Ein Aktenordner ist ein Hebelordner mit
Exzenterverschluss, der als Mittel zur Ordnung der
Schriftgutverwaltung dient.Er dient der nach bestimmten Gesichtspunkten (chronologisch, alphabetisch, thematisch) sortierten Sammlung von ursprünglich losen Blättern. Diese Blätter werden vor dem Abheften mit in der Regel zwei Löchern auf der linken Blattseite versehen, die mittels eines
Lochers gestanzt werden. Die Löcher dienen dazu, das Blatt auf zwei - geöffnete - Stahlbügel abzulegen. Die Stahlbügel werden durch eine einfache Mechanik geöffnet und geschlossen, indem ein Griffhebel betätigt wird. Der Ordner hat auf seinem Rücken das sogenannte Rückenschild. Auf dieses kann der Inhalt des Ordners in Form einer groben Umschreibung notiert werden. Weiterhin hat der Ordner auf seiner Rückseite ein Griffloch. Dieses ermöglicht es, den Ordner rasch aus einer Ansammlung weiterer Ordner zu ziehen.
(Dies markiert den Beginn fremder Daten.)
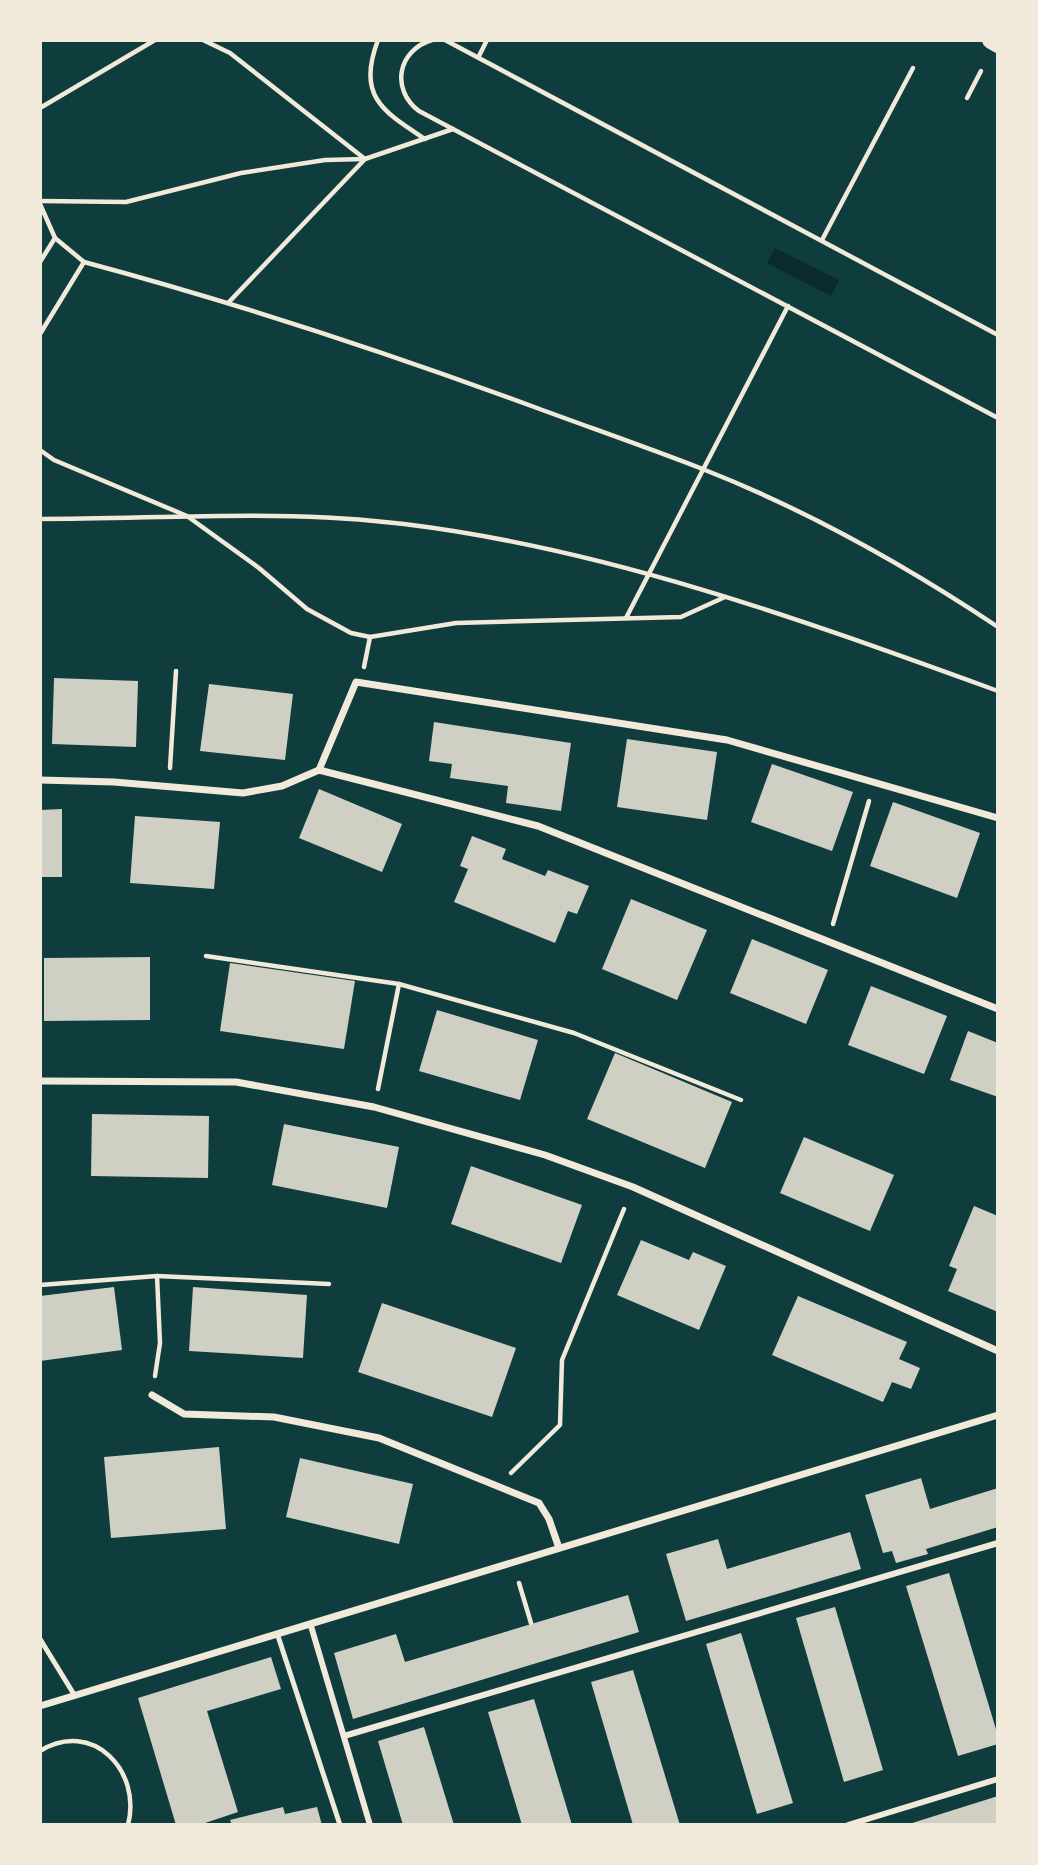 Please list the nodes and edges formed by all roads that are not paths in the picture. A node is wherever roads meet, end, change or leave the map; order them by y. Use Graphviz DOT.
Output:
graph roads {
  1 [pos="990,40"];
  2 [pos="998,44"];
  3 [pos="319,770"];
  4 [pos="40,780"];
  5 [pos="998,818"];
  6 [pos="998,1009"];
  7 [pos="40,1081"];
  8 [pos="998,1351"];
  9 [pos="152,1395"];
  10 [pos="998,1415"];
  11 [pos="998,1543"];
  12 [pos="559,1548"];
  13 [pos="311,1626"];
  14 [pos="278,1636"];
  15 [pos="40,1639"];
  16 [pos="76,1696"];
  17 [pos="40,1706"];
  18 [pos="344,1736"];
  19 [pos="998,1780"];
  20 [pos="340,1825"];
  21 [pos="370,1825"];
  22 [pos="848,1825"];
  1 -- 2 [label="main road"];
  3 -- 4 [label="street"];
  3 -- 5 [label="street"];
  3 -- 6 [label="street"];
  7 -- 8 [label="street"];
  9 -- 12 [label="street"];
  10 -- 12 [label="street"];
  11 -- 18 [label="street"];
  12 -- 13 [label="street"];
  13 -- 14 [label="street"];
  13 -- 18 [label="street"];
  14 -- 16 [label="street"];
  14 -- 20 [label="lane"];
  15 -- 16 [label="lane"];
  16 -- 17 [label="street"];
  18 -- 21 [label="street"];
  19 -- 22 [label="street"];
} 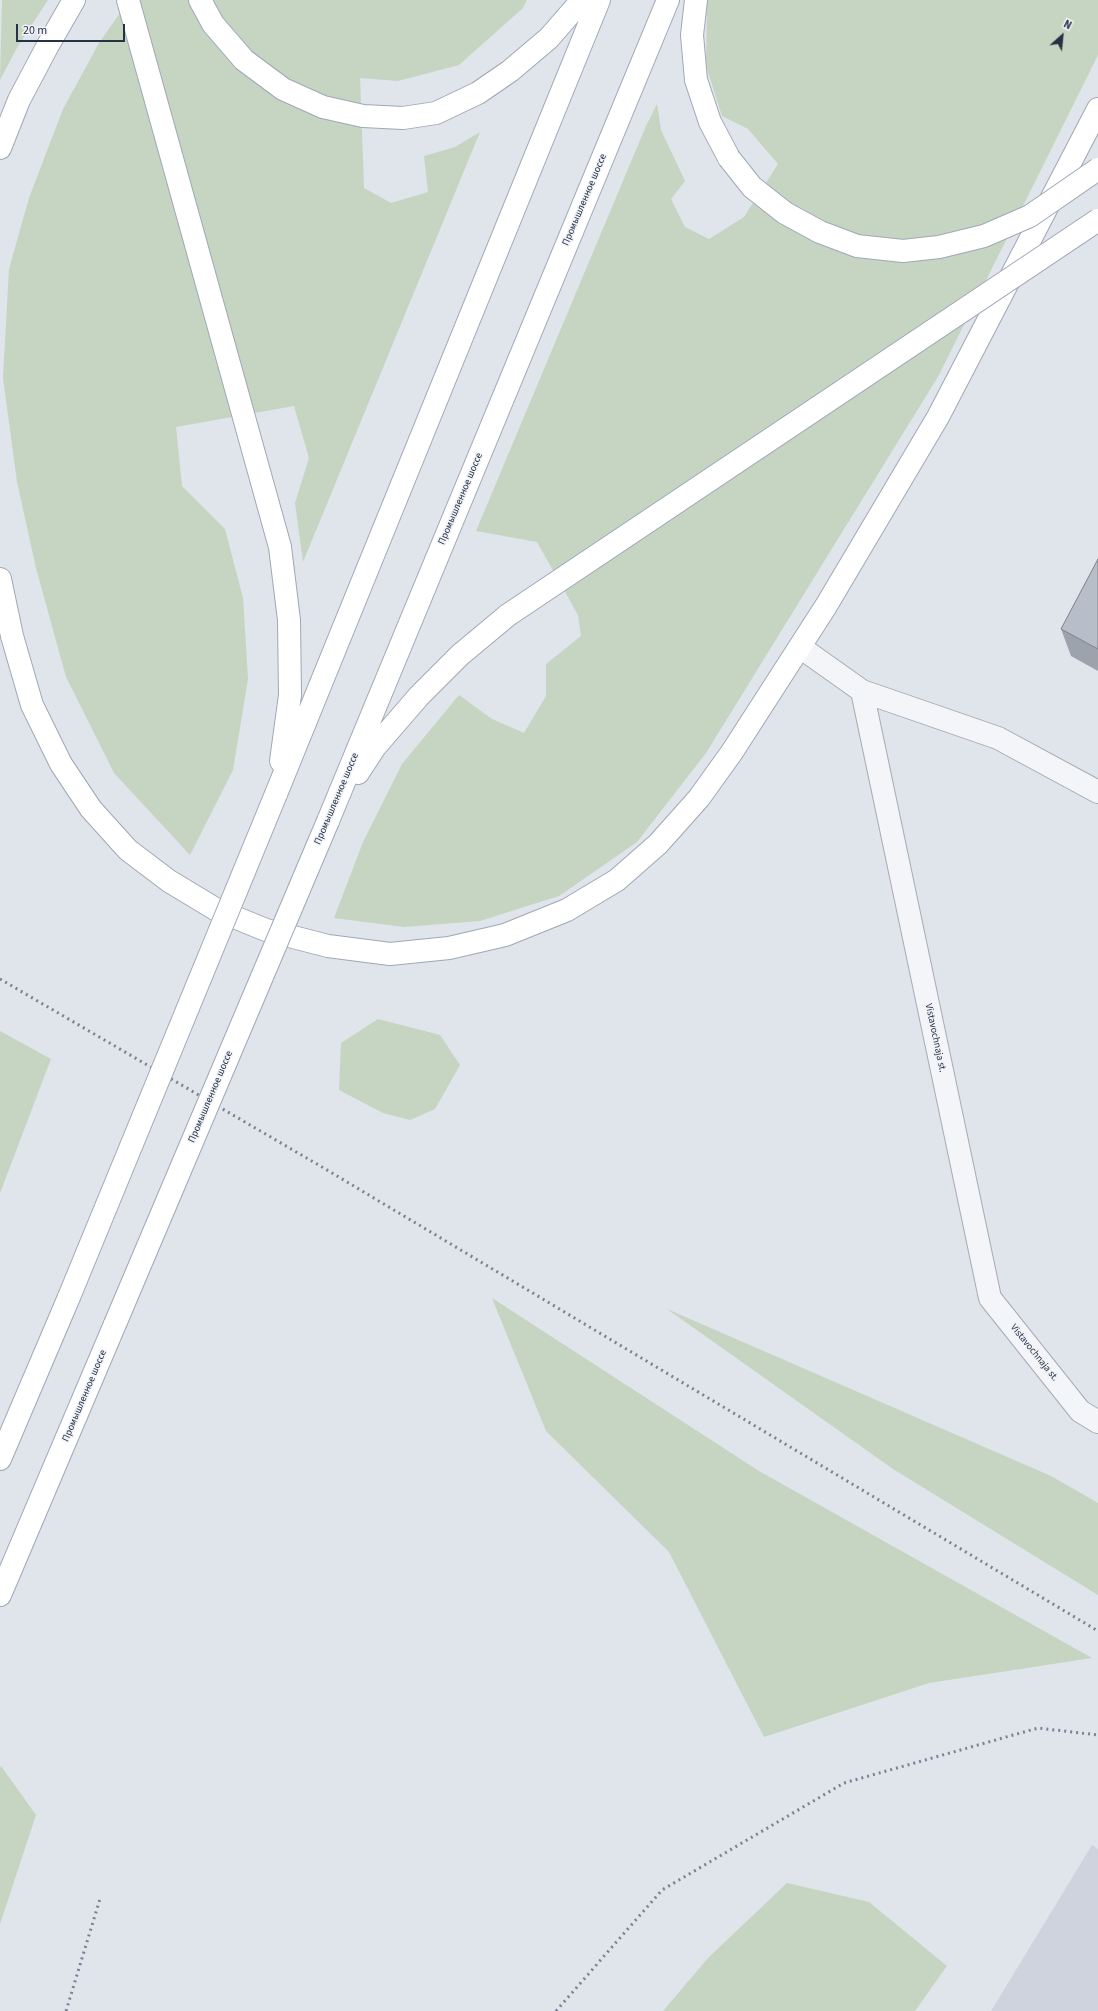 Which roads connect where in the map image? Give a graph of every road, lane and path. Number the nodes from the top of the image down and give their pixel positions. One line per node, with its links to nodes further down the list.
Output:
1 (74, 0): 9 (main road)
2 (128, 0): 16 (main road)
3 (200, 0): 4 (main road)
4 (582, 0)
5 (599, 0): 16 (main road)
6 (668, 0): 17 (main road, Промышленное шоссе)
7 (696, 0): 10 (main road, bridge)
8 (1098, 109): 13 (main road)
9 (0, 148)
10 (1098, 169)
11 (1098, 220): 17 (main road, bridge)
12 (0, 579): 13 (main road)
13 (800, 647): 14 (street)
14 (862, 690): 15 (street); 18 (street, Vistavochnaja st.)
15 (1098, 792)
16 (276, 794): 19 (main road, bridge)
17 (328, 821): 20 (main road, Промышленное шоссе, bridge)
18 (1098, 1422)
19 (0, 1458)
20 (0, 1595) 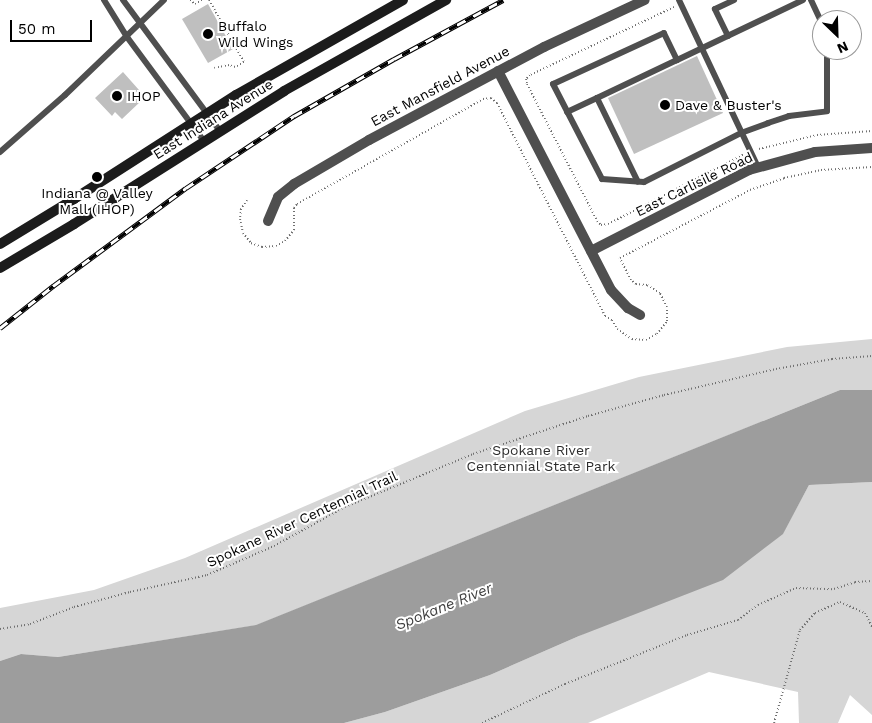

Zusammengedrückt werden die abgehefteten Blätter mit Hilfe des sogenannten Klemmbügels. In Deutschland und den meisten anderen Ländern mit A4-Papier wird ein Zwei- bzw. Vierloch-Ringsystem verwendet. In den USA hingegen wird ein Dreilochsystem verwendet. Auch innerhalb Europas sind die Systeme aber nicht immer kompatibel. Beispielsweise wird in Schweden ein Vierlochsystem mit anderen Lochabständen als in Deutschland verwendet, auch die Ordnermechanik unterscheidet sich etwas.